BOSTON (CBS) – For 15 years Kristen Whitaker endured constant stomach pains. And then her doctor suggested she take an at-home genetics test. “I wasn’t expecting to find out anything actionable that would change my life the way that it did,” says the Wellesley mom. The test revealed Kristen likely had an allergy to wheat and she was never nervous about exploring her own DNA. “I don’t like surprises,” she says. “So, I wanted to know everything that I could know especially when it has to do with my own health.”
Advances in technology have made genome testing more affordable and more accurate providing a treasure-trove of personal genetic information. Seven years ago customers using the company “23andMe” had access to 14 genetic markers at a cost of $1,000. Now, for $100 anyone can unlock the secrets of 250 health and trait genes.
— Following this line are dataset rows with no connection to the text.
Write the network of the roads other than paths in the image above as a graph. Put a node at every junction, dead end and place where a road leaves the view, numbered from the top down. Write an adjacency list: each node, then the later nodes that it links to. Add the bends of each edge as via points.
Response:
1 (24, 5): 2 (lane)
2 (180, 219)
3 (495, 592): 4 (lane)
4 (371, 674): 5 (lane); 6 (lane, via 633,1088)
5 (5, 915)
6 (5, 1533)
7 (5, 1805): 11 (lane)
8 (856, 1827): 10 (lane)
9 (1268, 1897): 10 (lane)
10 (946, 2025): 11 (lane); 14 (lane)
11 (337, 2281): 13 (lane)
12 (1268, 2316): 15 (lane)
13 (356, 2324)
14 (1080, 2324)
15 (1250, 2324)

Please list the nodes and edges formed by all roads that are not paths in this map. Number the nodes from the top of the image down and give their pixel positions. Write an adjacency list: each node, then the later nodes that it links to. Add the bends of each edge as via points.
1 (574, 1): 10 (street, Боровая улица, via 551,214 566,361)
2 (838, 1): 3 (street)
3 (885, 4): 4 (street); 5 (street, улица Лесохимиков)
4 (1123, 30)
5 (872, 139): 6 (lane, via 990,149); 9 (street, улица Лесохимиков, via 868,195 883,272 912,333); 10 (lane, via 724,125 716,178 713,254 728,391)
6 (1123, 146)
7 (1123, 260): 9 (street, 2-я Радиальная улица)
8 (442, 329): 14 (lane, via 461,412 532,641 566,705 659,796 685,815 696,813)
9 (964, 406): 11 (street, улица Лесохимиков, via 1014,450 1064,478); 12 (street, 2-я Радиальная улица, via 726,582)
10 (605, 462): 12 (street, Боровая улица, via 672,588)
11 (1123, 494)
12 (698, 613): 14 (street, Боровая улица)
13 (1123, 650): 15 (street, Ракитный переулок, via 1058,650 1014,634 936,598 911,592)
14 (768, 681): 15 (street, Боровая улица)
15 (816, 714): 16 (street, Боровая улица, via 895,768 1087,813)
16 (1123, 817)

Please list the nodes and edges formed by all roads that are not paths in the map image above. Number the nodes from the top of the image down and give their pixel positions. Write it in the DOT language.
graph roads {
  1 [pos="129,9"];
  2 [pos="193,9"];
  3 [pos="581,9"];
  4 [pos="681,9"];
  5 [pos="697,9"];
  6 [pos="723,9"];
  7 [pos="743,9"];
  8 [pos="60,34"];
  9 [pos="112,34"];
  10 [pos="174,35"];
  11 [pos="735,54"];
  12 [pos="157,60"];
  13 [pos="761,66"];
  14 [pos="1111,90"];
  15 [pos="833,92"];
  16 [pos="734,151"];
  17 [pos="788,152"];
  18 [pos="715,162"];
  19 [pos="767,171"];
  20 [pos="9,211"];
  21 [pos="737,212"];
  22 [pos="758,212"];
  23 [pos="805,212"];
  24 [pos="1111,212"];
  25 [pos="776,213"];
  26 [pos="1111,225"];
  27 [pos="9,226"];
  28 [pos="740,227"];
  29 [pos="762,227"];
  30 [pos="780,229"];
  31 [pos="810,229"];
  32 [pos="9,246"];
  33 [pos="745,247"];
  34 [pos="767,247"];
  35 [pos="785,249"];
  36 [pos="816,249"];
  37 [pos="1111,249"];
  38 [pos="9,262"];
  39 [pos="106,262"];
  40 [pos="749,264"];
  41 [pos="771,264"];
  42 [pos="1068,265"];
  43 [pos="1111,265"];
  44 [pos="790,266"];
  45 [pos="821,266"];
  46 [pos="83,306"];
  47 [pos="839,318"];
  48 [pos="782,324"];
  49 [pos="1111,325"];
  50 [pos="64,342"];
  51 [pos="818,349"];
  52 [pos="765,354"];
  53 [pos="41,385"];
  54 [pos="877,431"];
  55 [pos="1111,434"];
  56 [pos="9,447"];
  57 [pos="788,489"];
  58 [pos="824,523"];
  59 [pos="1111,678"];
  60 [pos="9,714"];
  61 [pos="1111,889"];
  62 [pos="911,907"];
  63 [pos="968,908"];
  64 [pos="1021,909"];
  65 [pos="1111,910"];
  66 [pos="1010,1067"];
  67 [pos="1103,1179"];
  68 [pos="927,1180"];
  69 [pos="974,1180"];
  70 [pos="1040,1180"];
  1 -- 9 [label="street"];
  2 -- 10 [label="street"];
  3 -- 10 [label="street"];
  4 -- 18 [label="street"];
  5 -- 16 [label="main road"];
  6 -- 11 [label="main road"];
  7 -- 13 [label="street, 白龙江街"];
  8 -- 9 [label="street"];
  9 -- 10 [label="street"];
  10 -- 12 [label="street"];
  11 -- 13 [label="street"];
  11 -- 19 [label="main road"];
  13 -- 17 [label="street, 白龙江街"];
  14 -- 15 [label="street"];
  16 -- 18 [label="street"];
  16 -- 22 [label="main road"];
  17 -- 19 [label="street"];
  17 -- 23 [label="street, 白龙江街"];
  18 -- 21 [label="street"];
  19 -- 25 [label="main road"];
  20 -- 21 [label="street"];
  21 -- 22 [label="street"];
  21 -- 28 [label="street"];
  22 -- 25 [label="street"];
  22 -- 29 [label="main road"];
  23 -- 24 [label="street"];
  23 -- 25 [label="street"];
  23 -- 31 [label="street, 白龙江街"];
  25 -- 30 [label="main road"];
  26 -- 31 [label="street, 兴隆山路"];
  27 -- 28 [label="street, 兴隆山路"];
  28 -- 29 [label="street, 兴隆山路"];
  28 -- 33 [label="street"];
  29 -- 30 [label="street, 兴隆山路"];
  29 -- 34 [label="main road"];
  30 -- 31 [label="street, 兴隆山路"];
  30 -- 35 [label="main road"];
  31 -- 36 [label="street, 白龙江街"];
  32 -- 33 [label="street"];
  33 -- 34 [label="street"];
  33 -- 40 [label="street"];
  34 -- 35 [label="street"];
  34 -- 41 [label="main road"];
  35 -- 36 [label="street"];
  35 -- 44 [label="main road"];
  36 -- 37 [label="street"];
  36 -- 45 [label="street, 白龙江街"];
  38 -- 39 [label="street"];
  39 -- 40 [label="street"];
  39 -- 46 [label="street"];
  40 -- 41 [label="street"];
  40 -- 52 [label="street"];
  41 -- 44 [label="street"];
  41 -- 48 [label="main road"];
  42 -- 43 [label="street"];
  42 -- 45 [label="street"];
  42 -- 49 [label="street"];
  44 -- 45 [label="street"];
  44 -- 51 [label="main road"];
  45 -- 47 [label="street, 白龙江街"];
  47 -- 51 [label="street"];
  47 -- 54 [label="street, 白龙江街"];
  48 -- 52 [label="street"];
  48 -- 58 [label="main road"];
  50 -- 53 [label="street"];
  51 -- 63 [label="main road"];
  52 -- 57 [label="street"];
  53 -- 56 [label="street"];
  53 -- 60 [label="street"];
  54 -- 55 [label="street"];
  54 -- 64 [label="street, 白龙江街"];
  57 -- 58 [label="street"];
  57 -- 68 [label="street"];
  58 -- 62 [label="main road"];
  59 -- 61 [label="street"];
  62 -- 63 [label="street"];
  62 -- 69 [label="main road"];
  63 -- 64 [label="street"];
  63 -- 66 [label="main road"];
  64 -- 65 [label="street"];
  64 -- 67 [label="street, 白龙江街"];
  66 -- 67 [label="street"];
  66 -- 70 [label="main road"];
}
“The scale of the genome is like going into outer space,” says Dr. Robert Green a medical geneticist at Brigham and Women’s Hospital. Dr. Green is studying the long-term benefits of genome testing. “Theoretically, you get risk variants that will tell you a little bit about your risk of developing a common disease.” Common diseases like diabetes, Alzheimer’s, heart disease, breast cancer, and prostate cancer.
“It’s controversial because right now… there are other things, like with diabetes, if you’re overweight that may be much more predictive of whether you’re going to get diabetes than the genes that we know about,” explains Dr. Green. And for other diseases, like Alzheimer’s, there may be little or nothing a person can do after finding out they’re at an increased risk. It’s also controversial when it comes to kids.
The American Academy of Pediatrics discourages genetic testing in healthy kids since there is likely no treatment at that early age for diseases they might experience later in life.
“We don’t know it yet if there’s a medical payoff,” says Dr. Green. But for Kristen, the payoff was immediate for herself and her family. She had all three of her kids tested for celiac disease and her 5-year-old daughter, Reagan, tested positive. She had been sick for a year before the diagnosis and is now thriving. “When we took the wheat out she was a different child. It’s amazing that that simple test did so much for our family,” says Kristen.